Editor's Report


Peer-Reviewed Articles

(First Editorial Decisions)

New Manuscripts Received: 1,039

Editorial Decisions Made: 999

Accepted: 4 (.40%)

Accepted With Revisions: 189 (18.92%)

Not Accepted, Revision Invited: 253 (25.33%)

Not Accepted: 553 (55.36%)

Most accurate comment by the author of a manuscript submitted to the Journal: “I am sure that editors hate it when authors of rejected articles contact them to ask for a reconsideration of the decision.”

Reader whose letters the editor always welcomes: “I know you must get tired of my telling you how grateful I am that you are at the helm of the MR journal. You are not only a steady hand but a creative one. There is never an issue in which I cannot find something to read.”

Most honest decision by an invited reviewer of a manuscript: “I just received an MR manuscript that I would be happy to review; however, I must respectfully decline as I am the second author.”

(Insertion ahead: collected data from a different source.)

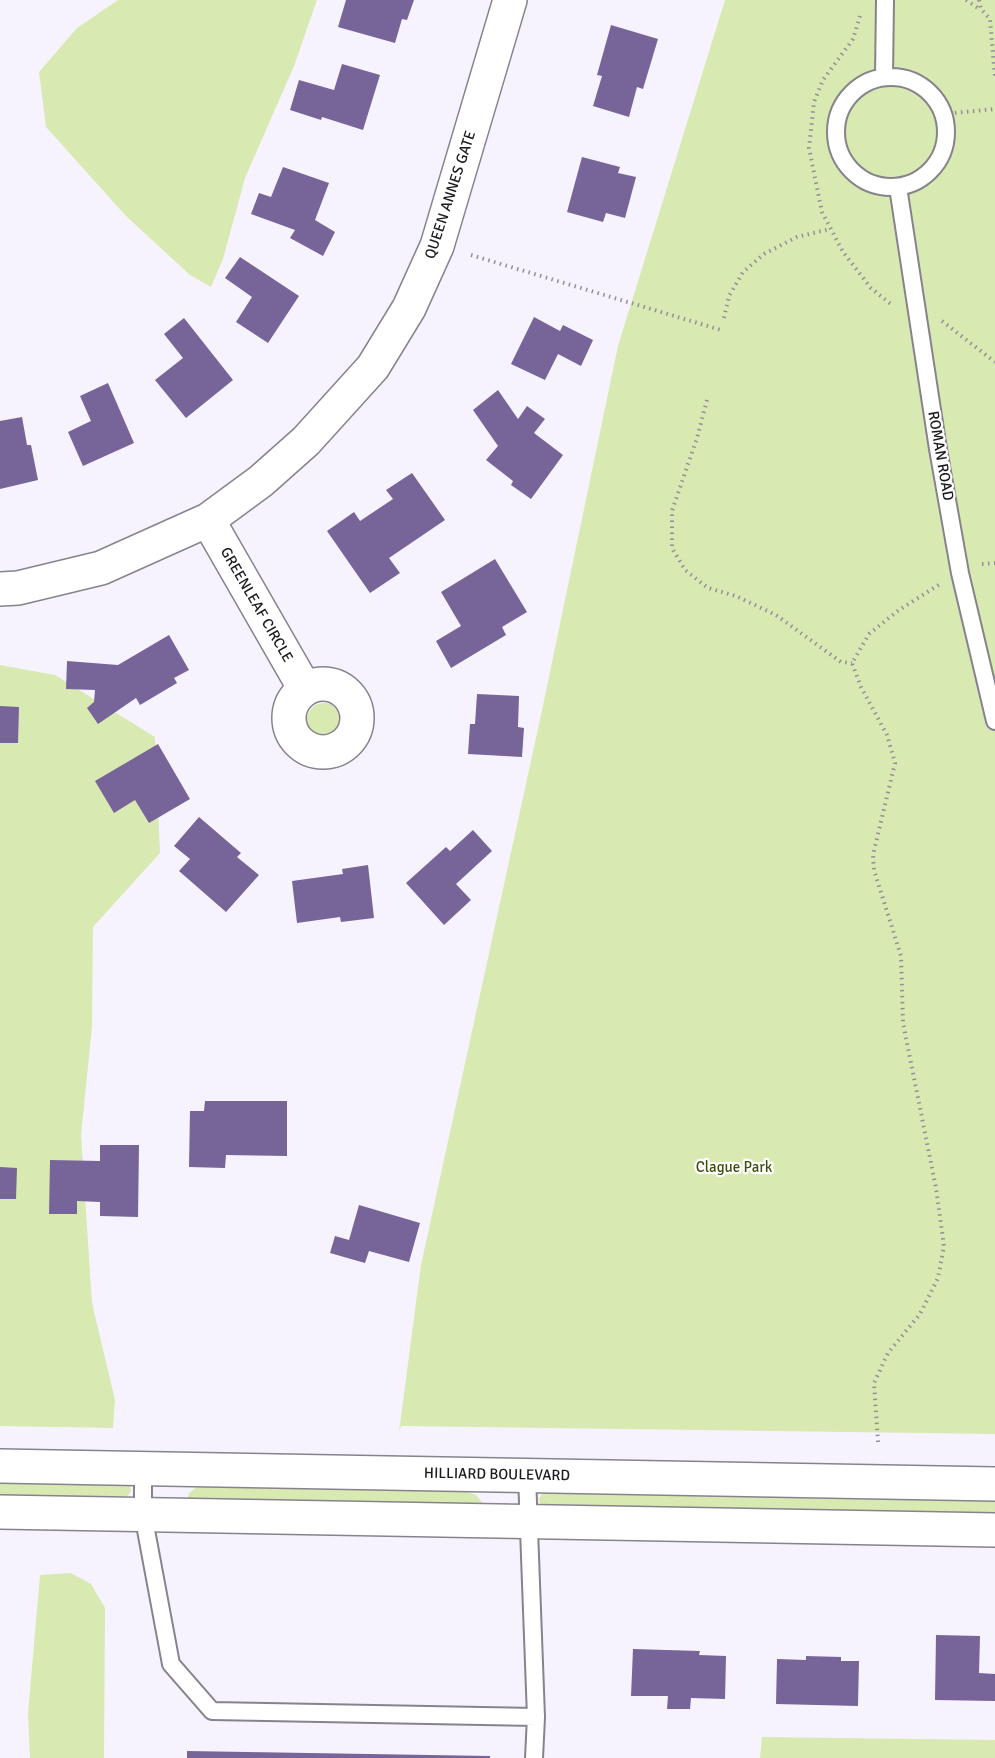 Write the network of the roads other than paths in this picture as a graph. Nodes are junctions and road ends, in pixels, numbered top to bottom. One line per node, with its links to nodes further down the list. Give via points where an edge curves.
1 (510, 0): 5 (main road, QUEEN ANNES GATE, via 437,246 409,308 373,367 306,441)
2 (885, 0): 3 (lane)
3 (884, 77): 4 (lane, via 900,77 928,91 939,104 946,133 937,163 926,175); 4 (lane, via 855,89 844,101 836,123 837,147 853,174 882,187)
4 (898, 187): 8 (lane, ROMAN ROAD, via 960,573)
5 (208, 520): 6 (main road, QUEEN ANNES GATE, via 101,568); 7 (main road, GREENLEAF CIRCLE)
6 (0, 589)
7 (306, 689)
8 (995, 721)
9 (0, 1466): 10 (main road, HILLIARD BOULEVARD)
10 (143, 1469): 11 (main road, HILLIARD BOULEVARD); 14 (lane)
11 (527, 1476): 12 (main road, HILLIARD BOULEVARD); 15 (lane)
12 (995, 1484)
13 (0, 1512): 14 (main road)
14 (143, 1514): 15 (main road); 17 (lane, via 171,1664 212,1711)
15 (528, 1521): 16 (main road); 17 (lane)
16 (995, 1530)
17 (536, 1717): 18 (lane)
18 (534, 1758) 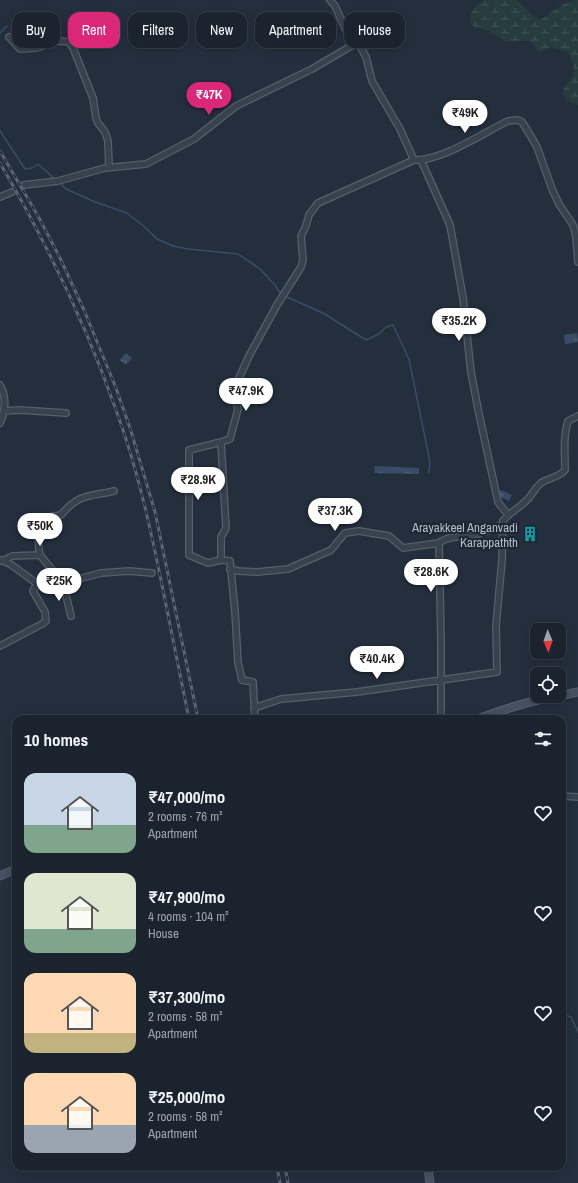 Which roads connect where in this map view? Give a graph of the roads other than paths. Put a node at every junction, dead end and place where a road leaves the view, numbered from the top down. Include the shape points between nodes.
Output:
1 (330, 0) edge
2 (344, 26) edge
3 (9, 37) dead end
4 (347, 48) edge
5 (361, 48) edge
6 (414, 160) junction
7 (422, 160) junction
8 (109, 167) junction
9 (24, 185) dead end
10 (12, 192) dead end
11 (0, 197) edge
12 (578, 262) edge
13 (0, 385) edge
14 (4, 411) junction
15 (66, 412) dead end
16 (578, 416) edge
17 (0, 423) edge
18 (221, 442) junction
19 (114, 491) dead end
20 (508, 515) junction
21 (502, 525) junction
22 (439, 543) junction
23 (40, 555) junction
24 (1, 560) edge
25 (221, 560) junction
26 (230, 569) junction
27 (152, 572) dead end
28 (63, 583) junction
29 (39, 585) junction
30 (71, 616) dead end
31 (0, 646) edge
32 (441, 680) junction
33 (578, 692) edge
34 (566, 694) edge
35 (530, 703) edge
36 (254, 708) junction
37 (255, 715) edge
38 (441, 715) edge
39 (496, 715) edge
40 (566, 796) edge
41 (578, 797) edge
42 (12, 871) edge
43 (0, 876) edge
44 (428, 1171) edge
45 (430, 1183) edge

1 - 2 street
3 - 8 street via 20,50 59,41 69,42 93,98 96,118 108,140
4 - 8 street via 236,106 194,139 146,164
5 - 6 street via 372,82
6 - 7 street
6 - 18 street via 318,204 309,215 301,236 301,267 277,305 234,387 238,409 230,439
7 - 12 street via 450,150 508,121 522,122 544,164 557,200 573,225
7 - 20 street via 450,225 478,409 498,502
8 - 9 street via 56,181
10 - 11 street
13 - 14 street
14 - 15 street
14 - 17 street
16 - 20 street via 568,422 566,427 563,473 542,482 522,505
18 - 25 street via 226,528 221,537
18 - 25 street via 188,450 189,555 208,563
19 - 23 street via 85,496 70,504 62,515 43,518 40,521
20 - 21 street
21 - 22 street
21 - 32 street via 502,560 496,626 497,672
22 - 26 street via 403,548 389,536 359,531 345,533 331,550 288,569 257,572
22 - 32 street
23 - 24 street via 12,556
23 - 28 street
24 - 29 street
25 - 26 street via 230,561
26 - 36 street via 238,663 242,680 253,682
27 - 28 street via 100,573
28 - 29 street
28 - 30 street
29 - 31 street via 33,591 45,612 46,621
32 - 36 street via 357,692 281,699
32 - 38 street
33 - 34 street
35 - 39 street
36 - 37 street
40 - 41 street
42 - 43 street
44 - 45 street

Number of articles published in 2003 that were written by British authors: 5.

Most common reason for authors of published articles to contact the Editor: “I'm being considered for promotion and tenure at my university.”

Author of a submitted manuscript most likely to miss a plane flight: The one who enclosed an e-ticket with the manuscript.

Greatest over-statement by an author of a manuscript that received a “revise and resubmit” decision: “I don't know how many people with MR/DD died . . . while you and your crew fooled around with this manuscript, but it was more than zero.”

Wrong person to ask for permission to reprint articles published in the Journal: The Editor.

Interesting statistics reported in the Journal in 2003: Average national wages of nonstate direct support workers compared with state workers (74.4%); percentage of authors publishing in the Journal over a 10-year period who are women (41%); percentage of AAMR membership who are student members (2.5%).

Worst way to submit a manuscript for publication: Through a form letter addressed to “To Whom It May Concern.”

Articles published in 2003 receiving the greatest reader response: “Cost Comparisons of Community and Institutional Residential Settings: Historical Review of Selected Research” and “The Hissom Closure Outcomes Study: A Report on Six Years of Movement to Supported Living.”

Initials of the reader most likely to disagree with a favorable review of the latest edition of AAMR's definition and classification manual: W.W.

Special thanks: To the people who took the time to serve as guest reviewers for the Journal in 2003: Rick Albin, Cynthia Anderson, George Baroff, Ellen Brantlinger, Phyllis Coleman, Beth Ferri, Mick Finlay, Norris Glick, Marquita Grenot-Scheyer, Richard Hastings, Rabbi Evan Jaffe, Frank Kohler, Khalilah O'Farrow, Jeffrey Rhoades, Martha Rose, Fredda Rosen, Philip Lambert Schein, Annegret Schubert, Jannike Seward, Paul Shattuck, Lori Simon-Rusinowitz, Scott Spreat, Amy Staples, John Trach, Richard Walls, and Tom Weisner.

To the National Institution on Disability and Rehabilitation Research for funding much of the research on which the Trends & Milestones feature is based.

To Bruce Appelgren and Anna Prabhala for their efforts to promote and increase the visibility of the Journal.

To Yvette Taylor for her good humor and hard work under deadlines.

To the Board of AAMR and Doreen Croser for their continued support of the Journal and the Editor.